### Excerpts from a dataset
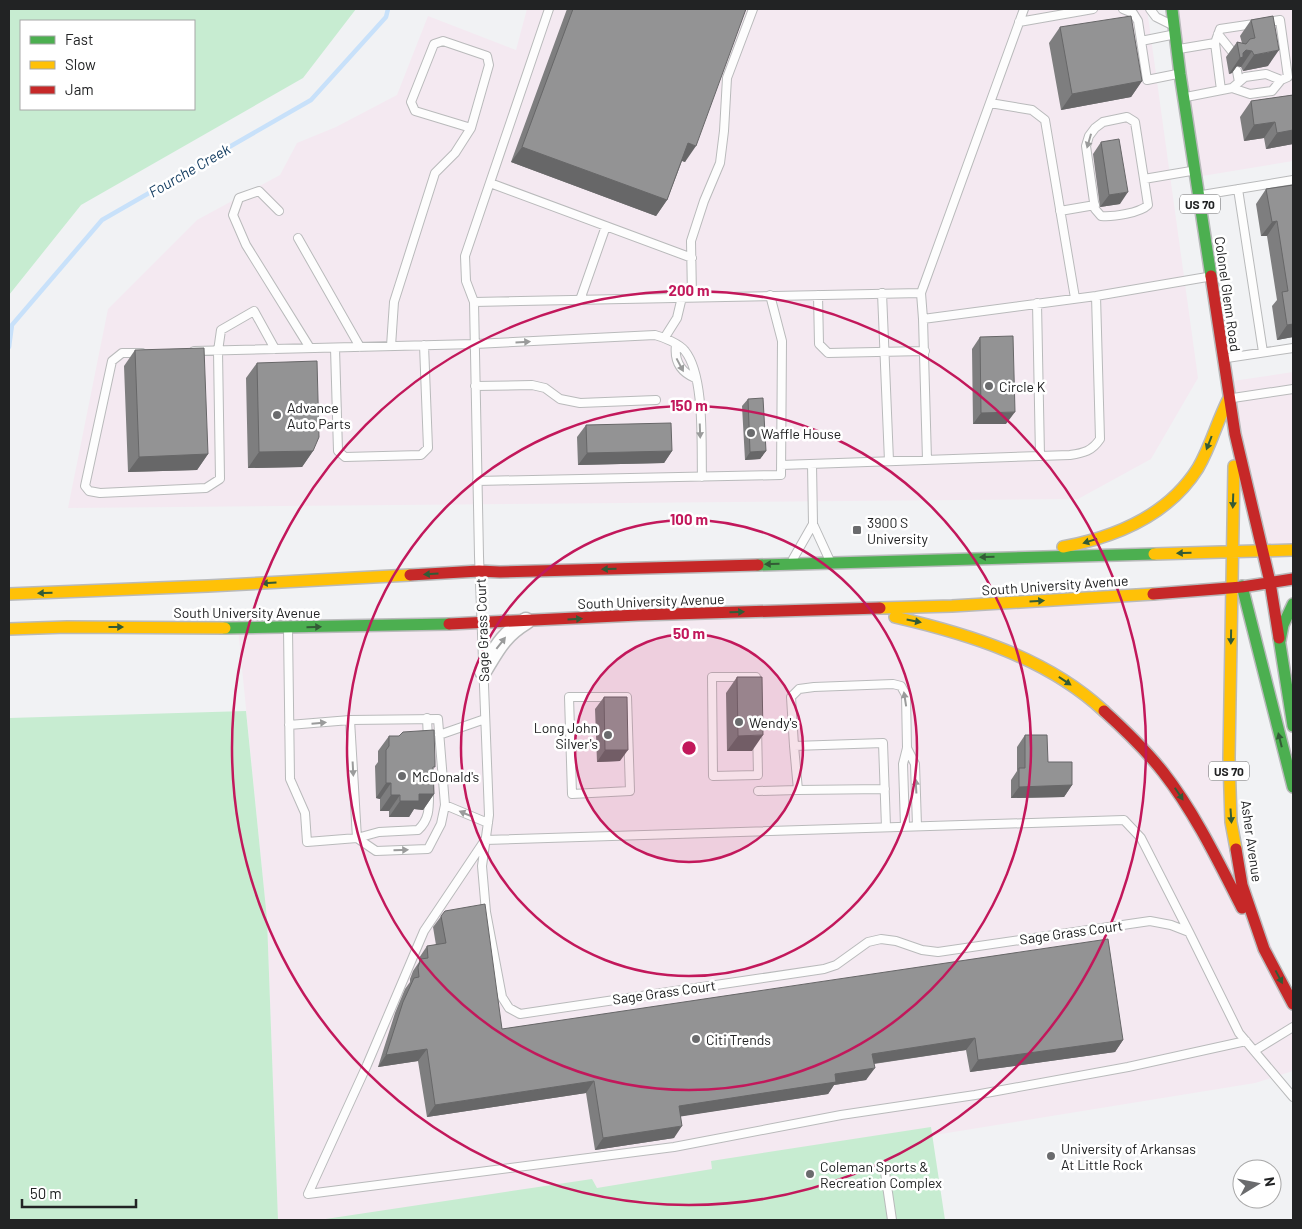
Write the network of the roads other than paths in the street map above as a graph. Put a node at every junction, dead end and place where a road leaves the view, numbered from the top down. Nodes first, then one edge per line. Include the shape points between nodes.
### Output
1 (550, 9) edge
2 (752, 9) edge
3 (1024, 9) edge
4 (1093, 9) edge
5 (1123, 9) edge
6 (1150, 9) edge
7 (1172, 9) edge
8 (1019, 22) junction
9 (1175, 30) junction
10 (1218, 34) junction
11 (1141, 41) junction
12 (1214, 43) junction
13 (1177, 50) junction
14 (1234, 54) dead end
15 (1237, 71) dead end
16 (1180, 74) junction
17 (1281, 80) junction
18 (1236, 85) junction
19 (1221, 90) junction
20 (1184, 98) junction
21 (990, 103) junction
22 (470, 128) junction
23 (1195, 171) junction
24 (1144, 179) junction
25 (1293, 180) edge
26 (490, 183) junction
27 (1238, 189) junction
28 (1198, 196) junction
29 (1095, 205) junction
30 (279, 211) dead end
31 (1060, 211) junction
32 (606, 226) junction
33 (298, 238) dead end
34 (692, 258) junction
35 (1211, 277) junction
36 (921, 293) junction
37 (818, 294) junction
38 (882, 294) junction
39 (770, 295) junction
40 (1096, 296) junction
41 (682, 297) junction
42 (692, 297) junction
43 (1074, 298) junction
44 (580, 300) junction
45 (474, 302) junction
46 (1037, 303) junction
47 (923, 319) junction
48 (665, 337) junction
49 (475, 344) junction
50 (676, 345) junction
51 (391, 346) junction
52 (424, 346) junction
53 (360, 347) junction
54 (310, 348) junction
55 (335, 348) junction
56 (1293, 348) edge
57 (275, 349) junction
58 (189, 351) edge
59 (218, 351) junction
60 (925, 351) junction
61 (151, 352) edge
62 (884, 352) junction
63 (1263, 352) junction
64 (1223, 358) junction
65 (695, 378) junction
66 (475, 386) junction
67 (1293, 389) edge
68 (1229, 398) junction
69 (656, 400) dead end
70 (1235, 434) junction
71 (1040, 456) junction
72 (927, 460) junction
73 (889, 461) junction
74 (812, 464) junction
75 (781, 465) junction
76 (702, 477) junction
77 (477, 480) junction
78 (813, 524) junction
79 (1293, 550) edge
80 (1233, 551) junction
81 (1263, 551) junction
82 (1006, 557) junction
83 (831, 563) junction
84 (791, 564) junction
85 (480, 571) junction
86 (1293, 579) edge
87 (1270, 582) junction
88 (1237, 587) junction
89 (9, 594) edge
90 (1293, 604) edge
91 (814, 610) junction
92 (526, 621) junction
93 (481, 623) junction
94 (288, 627) junction
95 (9, 629) edge
96 (1280, 642) junction
97 (483, 671) junction
98 (569, 697) joint
99 (427, 718) junction
100 (485, 719) junction
101 (350, 720) junction
102 (289, 725) junction
103 (1293, 726) edge
104 (440, 735) junction
105 (794, 746) junction
106 (907, 748) junction
107 (429, 752) edge
108 (713, 776) joint
109 (430, 778) edge
110 (1293, 787) edge
111 (885, 789) junction
112 (798, 790) junction
113 (758, 791) dead end
114 (445, 805) junction
115 (488, 823) junction
116 (905, 826) junction
117 (918, 826) junction
118 (886, 827) junction
119 (357, 838) junction
120 (485, 840) junction
121 (1189, 932) junction
122 (1264, 949) junction
123 (1293, 1004) edge
124 (1293, 1027) edge
125 (1246, 1041) junction
126 (1254, 1051) junction
127 (1293, 1097) edge
128 (885, 1172) dead end
129 (892, 1220) edge

1 - 26 lane, Sage Grass Court
2 - 34 lane via 727,78 720,163 691,242
3 - 8 lane
4 - 8 lane
5 - 11 lane via 1133,13
6 - 9 lane
7 - 9 main road, Colonel Glenn Road / US 70
8 - 21 lane
9 - 11 lane
9 - 13 main road, Colonel Glenn Road / US 70
10 - 12 lane
10 - 14 lane
10 - 17 lane via 1220,29 1280,20 1288,77
11 - 16 lane via 1147,80
12 - 13 lane
12 - 19 lane
13 - 16 main road, Colonel Glenn Road / US 70
15 - 18 lane
16 - 20 main road, Colonel Glenn Road / US 70
17 - 18 lane via 1266,74 1245,77
17 - 18 lane via 1272,90 1250,94
18 - 19 lane
19 - 20 lane
20 - 23 main road, Colonel Glenn Road / US 70
21 - 31 lane via 1032,110 1046,120
21 - 36 lane
22 - 22 lane via 489,65 487,56 443,41 434,44 411,102 415,111
22 - 51 lane via 455,153 435,174 394,302
23 - 24 lane
23 - 28 main road, Colonel Glenn Road / US 70
24 - 29 lane via 1148,204 1144,210 1109,217 1101,216
24 -> 29 lane via 1134,122 1126,117 1104,122 1095,128 1086,146
25 - 27 lane
26 - 32 lane
26 - 45 lane, Sage Grass Court via 465,256 466,281
27 - 28 lane
27 - 63 lane
28 - 35 main road, Colonel Glenn Road / US 70
29 - 31 lane
30 - 54 lane via 259,192 239,198 233,215 246,245
31 - 43 lane
32 - 34 lane
32 - 44 lane
33 - 53 lane
34 - 42 lane
35 - 40 lane
35 - 64 main road, Colonel Glenn Road / US 70
36 - 38 lane
36 - 47 lane
37 - 38 lane
37 - 39 lane
37 - 62 lane via 819,344 828,353
38 - 62 lane
39 - 42 lane
39 - 75 lane via 782,341
40 - 43 lane
40 - 71 lane via 1100,439 1094,448 1086,452
41 - 42 lane
41 - 44 lane
41 - 48 lane via 677,318
43 - 46 lane
44 - 45 lane
45 - 49 lane, Sage Grass Court
46 - 47 lane
46 - 71 lane
47 - 60 lane
49 -> 48 lane
48 - 50 lane
49 - 52 lane
49 - 66 lane, Sage Grass Court
50 - 65 lane via 684,349 694,367
50 -> 65 lane via 675,355 685,374
51 - 52 lane
51 - 53 lane
52 - 55 lane via 428,448 421,454 345,457 338,451
53 - 55 lane
54 - 55 lane
54 - 57 lane
56 - 63 lane
57 - 59 lane
57 - 59 lane via 254,311 221,330
58 - 59 lane
59 - 61 lane via 220,479 206,488 89,491 85,486 112,361 122,353
60 - 62 lane
60 - 72 lane
62 - 73 lane
63 - 64 lane
64 - 68 main road, Colonel Glenn Road / US 70
65 -> 76 lane via 699,390
66 - 69 lane via 545,388 560,399 580,404
66 - 77 lane, Sage Grass Court
67 - 68 lane
68 - 70 main road, Colonel Glenn Road / US 70
68 -> 82 main road via 1197,469 1186,487 1163,509 1122,531 1077,545
70 -> 80 main road, Colonel Glenn Road / US 70
70 - 81 main road, Colonel Glenn Road / US 70
71 - 72 lane
72 - 73 lane
73 - 74 lane
74 - 75 lane
74 - 78 lane
75 - 76 lane via 781,475
76 - 77 lane
77 - 85 lane, Sage Grass Court
78 - 83 lane
78 - 84 lane
79 - 81 main road, South University Avenue
80 - 81 main road, South University Avenue
80 -> 82 main road, South University Avenue
80 - 88 main road, Colonel Glenn Road
81 - 87 main road, US 70
82 -> 83 main road, South University Avenue
83 - 84 main road, South University Avenue
84 -> 85 main road, South University Avenue
85 -> 89 main road, South University Avenue
85 - 93 lane, Sage Grass Court
86 - 87 main road, South University Avenue
87 - 88 main road, South University Avenue
87 - 96 main road, US 70
91 -> 88 main road, South University Avenue via 952,606
110 -> 88 main road
88 -> 122 main road, Asher Avenue / US 70 via 1229,758 1231,822 1242,884
90 - 96 main road via 1283,625
92 -> 91 main road, South University Avenue
91 -> 122 main road via 922,622 999,646 1054,673 1099,705 1139,744 1178,794 1212,848
92 - 93 main road, South University Avenue
97 -> 92 street via 510,631
94 -> 93 main road, South University Avenue
93 - 97 lane, Sage Grass Court
95 -> 94 main road, South University Avenue
94 - 102 lane
96 - 103 main road, US 70
97 - 100 lane, Sage Grass Court
98 - 98 lane via 572,794 630,791 627,697
99 - 101 lane
99 - 104 lane via 438,719
99 - 107 lane
100 - 104 lane
100 - 115 lane, Sage Grass Court
102 -> 101 lane
101 -> 119 lane
102 - 119 lane via 290,779 305,814 307,842
104 - 114 lane
106 -> 105 lane via 906,695 901,686 893,684 799,689 791,697
105 - 111 lane via 883,743
105 - 112 lane
106 - 116 lane via 903,764
117 -> 106 lane via 915,764
108 - 108 lane via 758,775 756,678 712,677
109 - 119 lane via 429,812 425,824 418,830 379,832
111 - 112 lane
111 - 118 lane
112 - 113 lane
115 -> 114 lane
119 -> 114 lane via 376,851 428,849 441,824
115 - 120 lane, Sage Grass Court
116 - 117 lane
116 - 118 lane
117 - 121 lane via 1124,820 1141,838
118 - 120 lane
120 - 121 lane, Sage Grass Court via 482,866 486,912 502,997 509,1008 520,1014 824,968 836,964 868,942 881,940 938,952 1150,921
120 - 125 lane via 424,931 308,1194 674,1147 841,1114 975,1095 1128,1067
121 - 125 lane
122 -> 123 main road, Asher Avenue / US 70
124 - 126 lane
125 - 126 lane
126 - 127 lane
128 - 129 lane

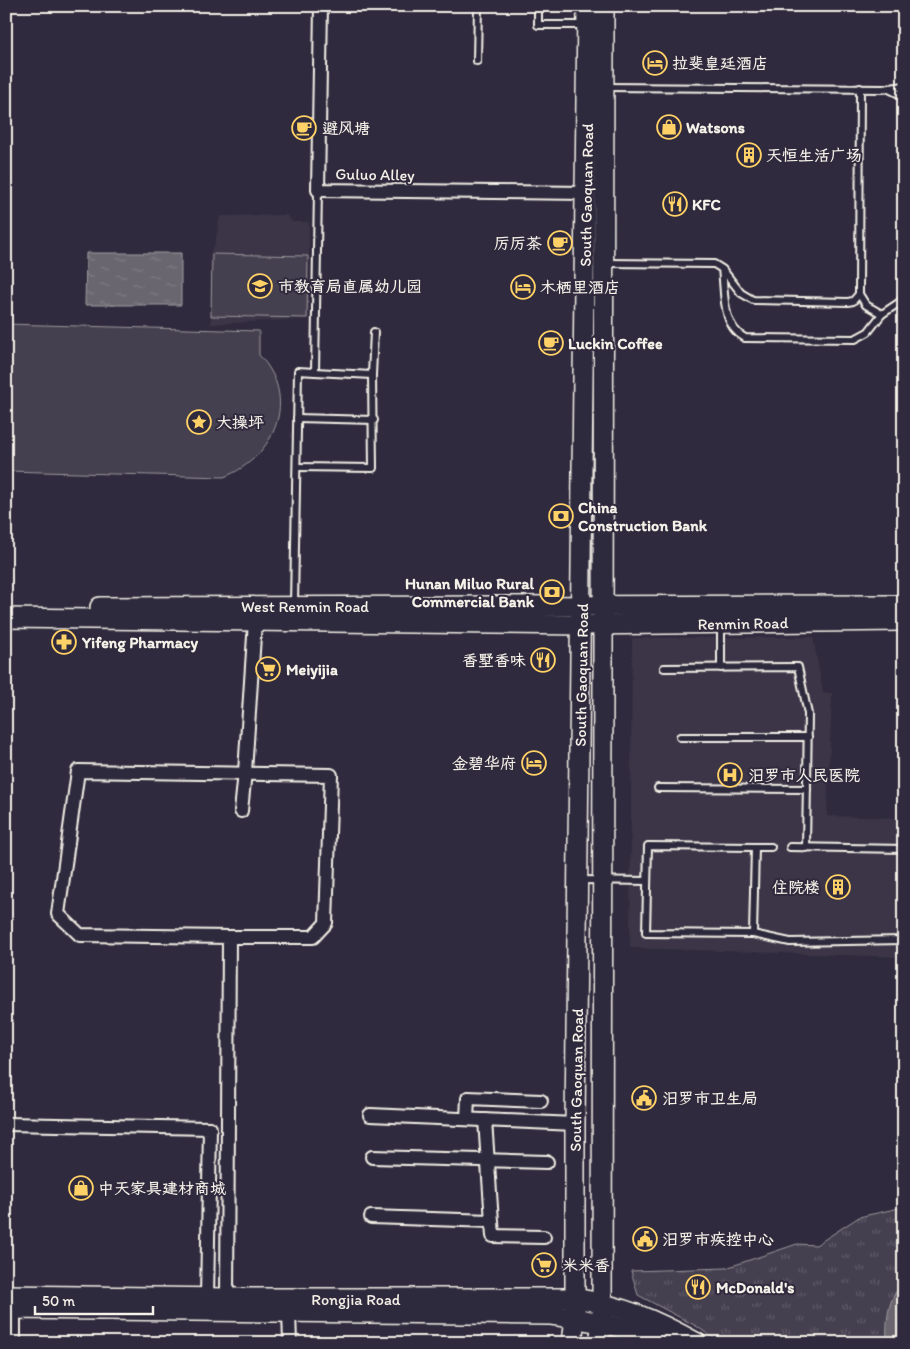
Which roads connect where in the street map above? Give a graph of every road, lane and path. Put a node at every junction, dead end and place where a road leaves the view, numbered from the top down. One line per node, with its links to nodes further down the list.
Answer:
1 (321, 6): 12 (street, Guluo Alley)
2 (478, 6): 6 (lane)
3 (538, 6): 5 (lane)
4 (604, 6): 8 (street, South Gaoquan Road)
5 (587, 15): 13 (street, South Gaoquan Road)
6 (477, 61)
7 (904, 86): 10 (lane)
8 (605, 87): 9 (lane); 14 (street, South Gaoquan Road)
9 (860, 88): 10 (lane); 16 (lane)
10 (883, 88): 11 (lane)
11 (904, 99)
12 (318, 190): 13 (street, Guluo Alley); 24 (lane)
13 (586, 192): 32 (street, South Gaoquan Road)
14 (605, 263): 15 (lane); 33 (street, South Gaoquan Road)
15 (722, 269): 18 (lane); 22 (lane)
16 (859, 294): 18 (lane); 19 (lane)
17 (904, 295): 21 (lane)
18 (848, 302): 19 (lane)
19 (866, 305): 20 (lane)
20 (874, 310): 21 (lane); 22 (lane)
21 (882, 314): 22 (lane)
22 (876, 320)
23 (374, 332): 25 (lane)
24 (315, 372): 25 (lane); 26 (lane)
25 (372, 375): 27 (lane)
26 (298, 418): 27 (lane); 28 (lane)
27 (374, 420): 28 (lane)
28 (296, 467): 31 (lane)
29 (904, 605): 33 (street, Renmin Road)
30 (6, 606): 31 (street, West Renmin Road)
31 (294, 614): 32 (street, West Renmin Road); 35 (street, West Renmin Road)
32 (582, 616): 33 (street, Renmin Road); 51 (street, South Gaoquan Road)
33 (604, 616): 37 (street, Renmin Road); 52 (street, South Gaoquan Road)
34 (6, 618): 35 (street, West Renmin Road)
35 (255, 621): 42 (street)
36 (904, 621): 37 (street, Renmin Road)
37 (721, 624): 39 (lane)
38 (664, 668): 39 (lane)
39 (721, 668): 41 (lane)
40 (680, 737): 41 (lane)
41 (808, 737): 44 (lane)
42 (246, 772): 45 (street); 55 (street); 55 (street)
43 (658, 788): 44 (lane)
44 (807, 789): 49 (lane)
45 (240, 811)
46 (755, 847): 47 (lane); 53 (lane); 54 (lane)
47 (771, 847)
48 (790, 847): 49 (lane)
49 (806, 848): 50 (lane)
50 (904, 849)
51 (578, 880): 52 (lane); 62 (street, South Gaoquan Road)
52 (603, 880): 53 (lane); 73 (street, South Gaoquan Road)
53 (647, 881): 54 (lane)
54 (753, 934): 56 (lane)
55 (229, 937): 70 (street)
56 (904, 940)
57 (541, 1101): 59 (street)
58 (370, 1115): 59 (street)
59 (467, 1119): 60 (street)
60 (485, 1120): 62 (street); 64 (street)
61 (6, 1124): 69 (street)
62 (575, 1124): 71 (street, South Gaoquan Road)
63 (372, 1157): 64 (street)
64 (487, 1161): 65 (street); 67 (street)
65 (547, 1162)
66 (371, 1217): 67 (street)
67 (491, 1221): 68 (street)
68 (544, 1237)
69 (207, 1298): 70 (street, Rongjia Road); 72 (street, Rongjia Road)
70 (227, 1298): 71 (street, Rongjia Road)
71 (575, 1298): 73 (street, Rongjia Road); 75 (street, South Gaoquan Road)
72 (10, 1302): 74 (street, Rongjia Road); 77 (street)
73 (601, 1302): 76 (street, South Gaoquan Road); 82 (street, Rongjia Road)
74 (289, 1312): 75 (street, Rongjia Road); 78 (street)
75 (575, 1318): 76 (street, Rongjia Road); 79 (street, South Gaoquan Road)
76 (602, 1323): 80 (street, South Gaoquan Road); 81 (street, Rongjia Road)
77 (14, 1343)
78 (290, 1343)
79 (572, 1343)
80 (599, 1343)
81 (662, 1343)
82 (697, 1343)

### What you should do
A single number, please: the count of lines above that contain the string "numbered".

### Answer to this exercise
2